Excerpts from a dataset
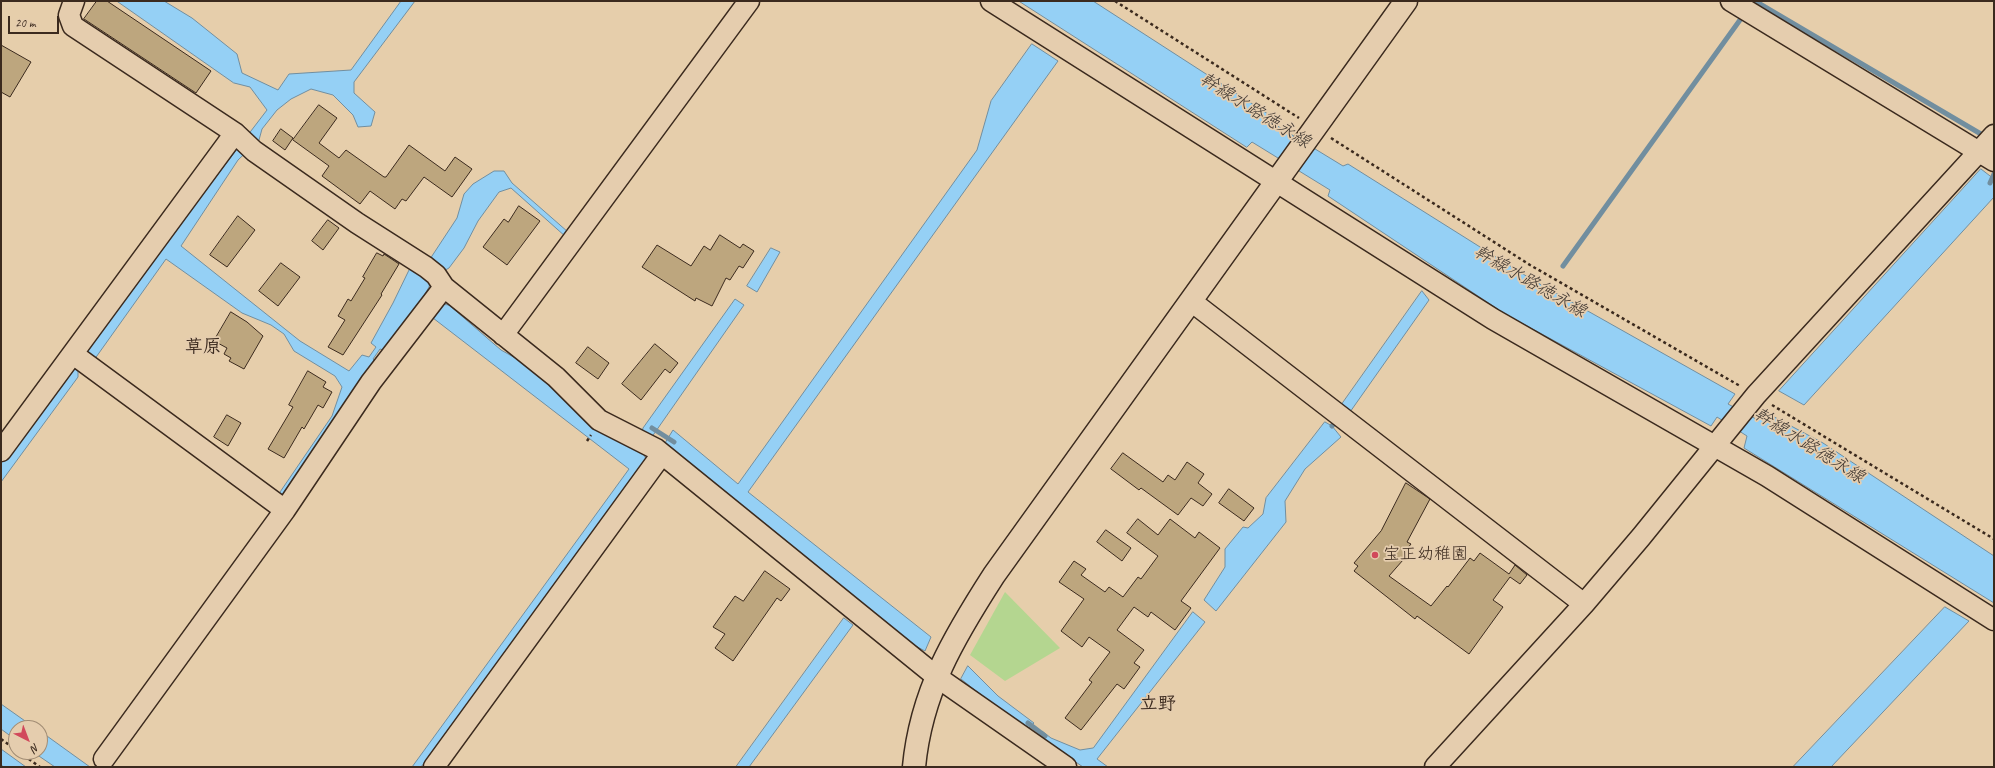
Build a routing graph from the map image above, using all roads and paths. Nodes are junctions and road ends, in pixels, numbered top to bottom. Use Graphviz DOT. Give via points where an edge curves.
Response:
graph roads {
  1 [pos="74,1"];
  2 [pos="749,1"];
  3 [pos="991,1"];
  4 [pos="1115,1"];
  5 [pos="1406,1"];
  6 [pos="1735,3"];
  7 [pos="1315,128"];
  8 [pos="235,133"];
  9 [pos="1989,151"];
  10 [pos="1277,181"];
  11 [pos="433,288"];
  12 [pos="1191,301"];
  13 [pos="503,336"];
  14 [pos="73,354"];
  15 [pos="1756,395"];
  16 [pos="649,446"];
  17 [pos="1715,446"];
  18 [pos="1,451"];
  19 [pos="285,510"];
  20 [pos="1994,539"];
  21 [pos="1584,604"];
  22 [pos="1994,620"];
  23 [pos="937,677"];
  24 [pos="104,759"];
  25 [pos="30,760"];
  26 [pos="40,767"];
  27 [pos="434,767"];
  28 [pos="914,767"];
  29 [pos="1066,767"];
  30 [pos="1435,767"];
  1 -- 8 [label="street" via="69,15 73,26"];
  2 -- 13 [label="street"];
  3 -- 10 [label="street"];
  4 -- 7 [label="path"];
  5 -- 7 [label="street"];
  6 -- 9 [label="street"];
  7 -- 10 [label="street"];
  7 -- 15 [label="path" via="1530,265"];
  8 -- 11 [label="street" via="254,151 357,223"];
  8 -- 14 [label="street"];
  9 -- 15 [label="street"];
  10 -- 12 [label="street"];
  10 -- 17 [label="street" via="1494,320"];
  11 -- 13 [label="street"];
  11 -- 19 [label="street"];
  12 -- 21 [label="street"];
  12 -- 23 [label="street" via="994,575 950,646"];
  13 -- 16 [label="street" via="556,377 599,420"];
  14 -- 18 [label="street"];
  14 -- 19 [label="street"];
  15 -- 17 [label="street"];
  15 -- 20 [label="path"];
  16 -- 23 [label="street"];
  16 -- 27 [label="street"];
  17 -- 21 [label="street"];
  17 -- 22 [label="street" via="1767,476"];
  19 -- 24 [label="street"];
  21 -- 30 [label="street"];
  23 -- 28 [label="street" via="924,711"];
  23 -- 29 [label="street"];
  25 -- 26 [label="path"];
}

| What this task involves |
Restate every line above exactly, omitting images.

| Solution for this exercise |
Build a routing graph from the map image above, using all roads and paths. Nodes are junctions and road ends, in pixels, numbered top to bottom. Use Graphviz DOT. Give via points where an edge curves.
Response:
graph roads {
  1 [pos="74,1"];
  2 [pos="749,1"];
  3 [pos="991,1"];
  4 [pos="1115,1"];
  5 [pos="1406,1"];
  6 [pos="1735,3"];
  7 [pos="1315,128"];
  8 [pos="235,133"];
  9 [pos="1989,151"];
  10 [pos="1277,181"];
  11 [pos="433,288"];
  12 [pos="1191,301"];
  13 [pos="503,336"];
  14 [pos="73,354"];
  15 [pos="1756,395"];
  16 [pos="649,446"];
  17 [pos="1715,446"];
  18 [pos="1,451"];
  19 [pos="285,510"];
  20 [pos="1994,539"];
  21 [pos="1584,604"];
  22 [pos="1994,620"];
  23 [pos="937,677"];
  24 [pos="104,759"];
  25 [pos="30,760"];
  26 [pos="40,767"];
  27 [pos="434,767"];
  28 [pos="914,767"];
  29 [pos="1066,767"];
  30 [pos="1435,767"];
  1 -- 8 [label="street" via="69,15 73,26"];
  2 -- 13 [label="street"];
  3 -- 10 [label="street"];
  4 -- 7 [label="path"];
  5 -- 7 [label="street"];
  6 -- 9 [label="street"];
  7 -- 10 [label="street"];
  7 -- 15 [label="path" via="1530,265"];
  8 -- 11 [label="street" via="254,151 357,223"];
  8 -- 14 [label="street"];
  9 -- 15 [label="street"];
  10 -- 12 [label="street"];
  10 -- 17 [label="street" via="1494,320"];
  11 -- 13 [label="street"];
  11 -- 19 [label="street"];
  12 -- 21 [label="street"];
  12 -- 23 [label="street" via="994,575 950,646"];
  13 -- 16 [label="street" via="556,377 599,420"];
  14 -- 18 [label="street"];
  14 -- 19 [label="street"];
  15 -- 17 [label="street"];
  15 -- 20 [label="path"];
  16 -- 23 [label="street"];
  16 -- 27 [label="street"];
  17 -- 21 [label="street"];
  17 -- 22 [label="street" via="1767,476"];
  19 -- 24 [label="street"];
  21 -- 30 [label="street"];
  23 -- 28 [label="street" via="924,711"];
  23 -- 29 [label="street"];
  25 -- 26 [label="path"];
}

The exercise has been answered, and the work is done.